The only reason women today are treated with the respect in the workplace is because older women insisted on being treated with the same respect as their male colleagues. When women like Maine don’t insist,there is the danger all women are treated like “little helpers” and that is a huge problem.
MaineLonghorn: Thank You!!
Not only was @MaineLonghorn not referring to shutting up her father, she didn’t even tell the other guy to shut up.
Referring to anyone old enough to be completing a graduate degree as “daddy’s little helper” is rude. Saying that you are completing a master’s degree is not.
Who failed reading comprehension?
When I was working with my dad, a few of my male friends were also working with their dads. We were all apprentices or journey(wo)man plumbers. I can’t tell you how many people said similar things to me as they did to ML. Granted, I was fairly young but around the same age as the guys. Even when I was in college, people would ask if it was “take your kid to work day” (in a patronizing manner like I was a 5 year old tagging along) when I was working alongside my father.
No one ever said things like that to or about the young men I worked with.
And this was in this decade.
I’m old enough to remember when people would routinely refer to someone’s secretary as his “girl.” As in, “ask your girl to get me a cup of coffee.” (Except at the very few law firms that refused to hire women as secretaries and had only male secretaries; there were still a couple of places like that in the late 1970s.)
The last time I heard the term was at a deposition about 10 years ago, when someone from out of town asked me to have “the girl” (meaning the receptionist) call him a cab to take him to the airport. I told him that here in New York we don’t call secretaries and receptionists that anymore.

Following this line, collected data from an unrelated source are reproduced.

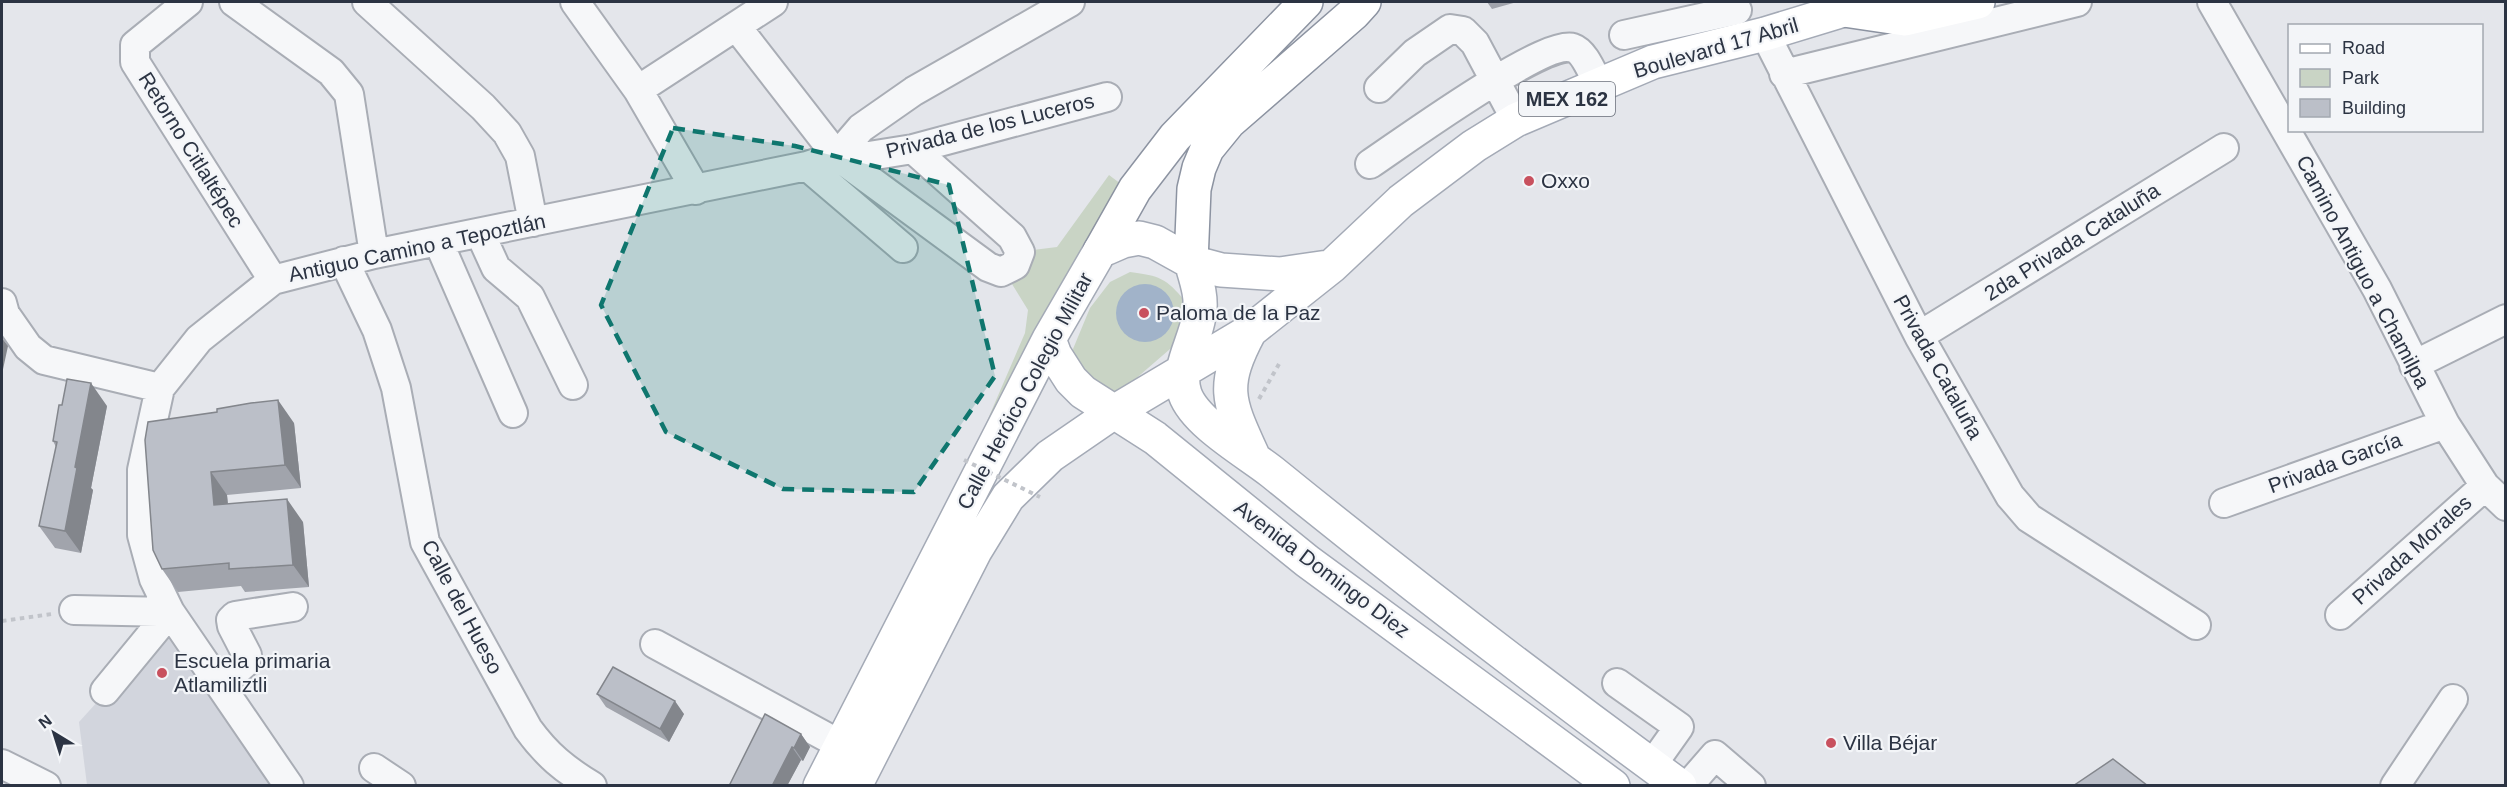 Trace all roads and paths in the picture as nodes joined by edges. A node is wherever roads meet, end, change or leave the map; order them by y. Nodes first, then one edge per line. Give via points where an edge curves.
1 (188, 2) edge
2 (234, 2) edge
3 (367, 2) edge
4 (576, 2) edge
5 (773, 2) edge
6 (1070, 2) edge
7 (1306, 2) edge
8 (1334, 2) edge
9 (1364, 2) edge
10 (1978, 2) edge
11 (2078, 2) edge
12 (2212, 2) edge
13 (1857, 6) edge
14 (1746, 21) edge
15 (736, 26) junction
16 (1624, 35) dead end
17 (1254, 55) junction
18 (1784, 74) junction
19 (1495, 79) junction
20 (1599, 86) junction
21 (1379, 88) dead end
22 (638, 90) junction
23 (1107, 97) dead end
24 (1516, 120) junction
25 (2224, 148) dead end
26 (914, 149) junction
27 (837, 156) junction
28 (1370, 164) dead end
29 (807, 166) junction
30 (696, 190) junction
31 (533, 222) junction
32 (480, 233) junction
33 (438, 242) junction
34 (903, 248) dead end
35 (1100, 251) junction
36 (374, 254) junction
37 (344, 261) junction
38 (1191, 262) junction
39 (1332, 266) junction
40 (273, 280) junction
41 (2, 303) edge
42 (2505, 319) edge
43 (1250, 331) junction
44 (1919, 336) junction
45 (1049, 339) junction
46 (1279, 364) dead end
47 (2414, 365) junction
48 (1181, 372) junction
49 (573, 385) dead end
50 (160, 388) junction
51 (1258, 406) dead end
52 (1114, 412) junction
53 (513, 413) dead end
54 (2445, 424) junction
55 (182, 425) edge
56 (151, 431) junction
57 (1254, 458) junction
58 (964, 460) dead end
59 (1040, 497) dead end
60 (2500, 499) edge
61 (2224, 503) dead end
62 (1336, 524) junction
63 (1307, 561) junction
64 (293, 607) dead end
65 (74, 610) joint
66 (170, 612) junction
67 (2340, 615) dead end
68 (2, 621) edge
69 (2196, 625) dead end
70 (655, 644) dead end
71 (1617, 683) dead end
72 (220, 685) junction
73 (105, 691) dead end
74 (2453, 699) dead end
75 (1679, 727) junction
76 (841, 745) junction
77 (1715, 755) junction
78 (2, 764) edge
79 (1652, 765) junction
80 (374, 768) dead end
81 (46, 786) edge
82 (289, 786) edge
83 (401, 786) edge
84 (592, 786) edge
85 (820, 786) edge
86 (855, 786) edge
87 (1613, 786) edge
88 (1680, 786) edge
89 (1688, 786) edge
90 (1751, 786) edge
91 (2395, 786) edge

1 - 40 street, Retorno Citlaltépec via 135,45 135,62
2 - 36 street via 331,72 349,94
3 - 31 street via 507,133 520,156
4 - 22 street
5 - 15 street
6 - 27 street via 914,91 861,128
7 - 17 main road
8 - 17 main road
9 - 38 main road via 1229,122 1207,149 1194,189
10 - 13 main road via 1905,19
11 - 18 street
12 - 47 street, Camino Antiguo a Chamilpa via 2377,289
13 - 14 main road, Boulevard 17 Abril / MEX 162
14 - 16 street
14 - 18 street, Privada Cataluña
14 - 20 main road, Boulevard 17 Abril / MEX 162
15 - 22 street
15 - 27 street
17 - 35 main road via 1176,137 1135,189
18 - 44 street, Privada Cataluña
19 - 20 street via 1559,49 1572,48 1580,53
19 - 21 street via 1463,30 1450,29 1415,53
19 - 24 street
19 - 28 street
20 - 24 main road, Boulevard 17 Abril / MEX 162
22 - 30 street
23 - 26 street, Privada de los Luceros
24 - 39 main road, Boulevard 17 Abril / MEX 162 via 1401,201
25 - 44 street, 2da Privada Cataluña
26 - 27 street, Privada de los Luceros
26 - 27 street via 1012,237 1020,252 1015,265 1001,272 988,267
27 - 29 street, Antiguo Camino a Tepoztlán
29 - 30 street, Antiguo Camino a Tepoztlán
29 - 34 street
30 - 31 street, Antiguo Camino a Tepoztlán
31 - 32 street, Antiguo Camino a Tepoztlán
32 - 33 street, Antiguo Camino a Tepoztlán
32 - 49 street via 496,268 530,297
33 - 36 street, Antiguo Camino a Tepoztlán
33 - 53 street
35 - 38 main road, Calle Heróico Colegio Militar via 1139,238 1155,242
35 - 45 main road, Calle Heróico Colegio Militar
36 - 37 street, Antiguo Camino a Tepoztlán
37 - 40 street, Antiguo Camino a Tepoztlán
37 - 84 street, Calle del Hueso via 377,330 396,388 425,542 528,729 546,754
38 - 39 main road via 1221,270 1280,274
38 - 48 main road via 1200,314
39 - 43 main road, Boulevard 17 Abril / MEX 162
40 - 50 street, Antiguo Camino a Tepoztlán via 200,339
41 - 50 street via 5,314 28,347 44,360
42 - 47 street
43 - 48 main road, Boulevard 17 Abril / MEX 162
43 - 57 main road via 1230,376 1230,391 1240,428
44 - 69 street, Privada Cataluña via 2010,496 2029,518
45 - 52 main road, Avenida Domingo Diez via 1071,380
45 - 76 main road, Calle Heróico Colegio Militar
46 - 51 path via 1259,396
47 - 54 street, Camino Antiguo a Chamilpa
48 - 52 main road, Calle Heróico Colegio Militar
48 - 57 main road, Avenida Domingo Diez via 1185,394 1202,419
50 - 56 street, Antiguo Camino a Tepoztlán
52 - 63 main road, Avenida Domingo Diez via 1155,438
52 - 86 main road, Calle Heróico Colegio Militar via 1050,456 1008,497 975,551
54 - 60 street, Camino Antiguo a Chamilpa
54 - 61 street, Privada García
55 - 56 street
56 - 66 street, Antiguo Camino a Tepoztlán via 142,470 142,536 154,579
57 - 62 main road, Avenida Domingo Diez
58 - 59 path, bridge
60 - 67 street, Privada Morales
62 - 63 main road
62 - 79 main road, Avenida Domingo Diez
63 - 87 main road, Avenida Domingo Diez
64 - 72 street via 235,616 231,620 247,655 246,662
65 - 66 street
65 - 68 path
66 - 72 street, Antiguo Camino a Tepoztlán
66 - 73 street
70 - 76 street
71 - 75 street
72 - 82 street, Antiguo Camino a Tepoztlán
74 - 91 street
75 - 77 street
75 - 79 street
76 - 85 main road, Calle Heróico Colegio Militar
77 - 89 street
77 - 90 street
78 - 81 street
79 - 88 main road, Avenida Domingo Diez
80 - 83 street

So if we aren’t supposed to use the word girl then what am I supposed to call my son’s girl friend?? I’m sure not going to refer to her as his significant other…
What bothers me is when people call their breasts the “girls”… ugh.
“Girl” is different from “girlfriend”…
But on that note, I do think we need a new word or a more comfortable word for adults in longterm and/or cohabitating relationships. Using girlfriend and boyfriend in that context is just kind of strange to me. It doesn’t seem like a substantial enough term.
Personally, I called Mr R my partner then and I call him that now. I only call him my husband when I’ll have to explain that we’re married if I just call him my partner (ie when I just added him to my bank account or when he goes with me to doctors appointments).
American English hasn’t caught up to our lived reality yet. That’s why there’s not really a female equivalent for “guys” or a commonly used term between girl/boyfriend and fiance(e) or husband/wife. (Though in my circles, partner is very common since so few people are getting married and getting married changes so little that they just keep using the term.)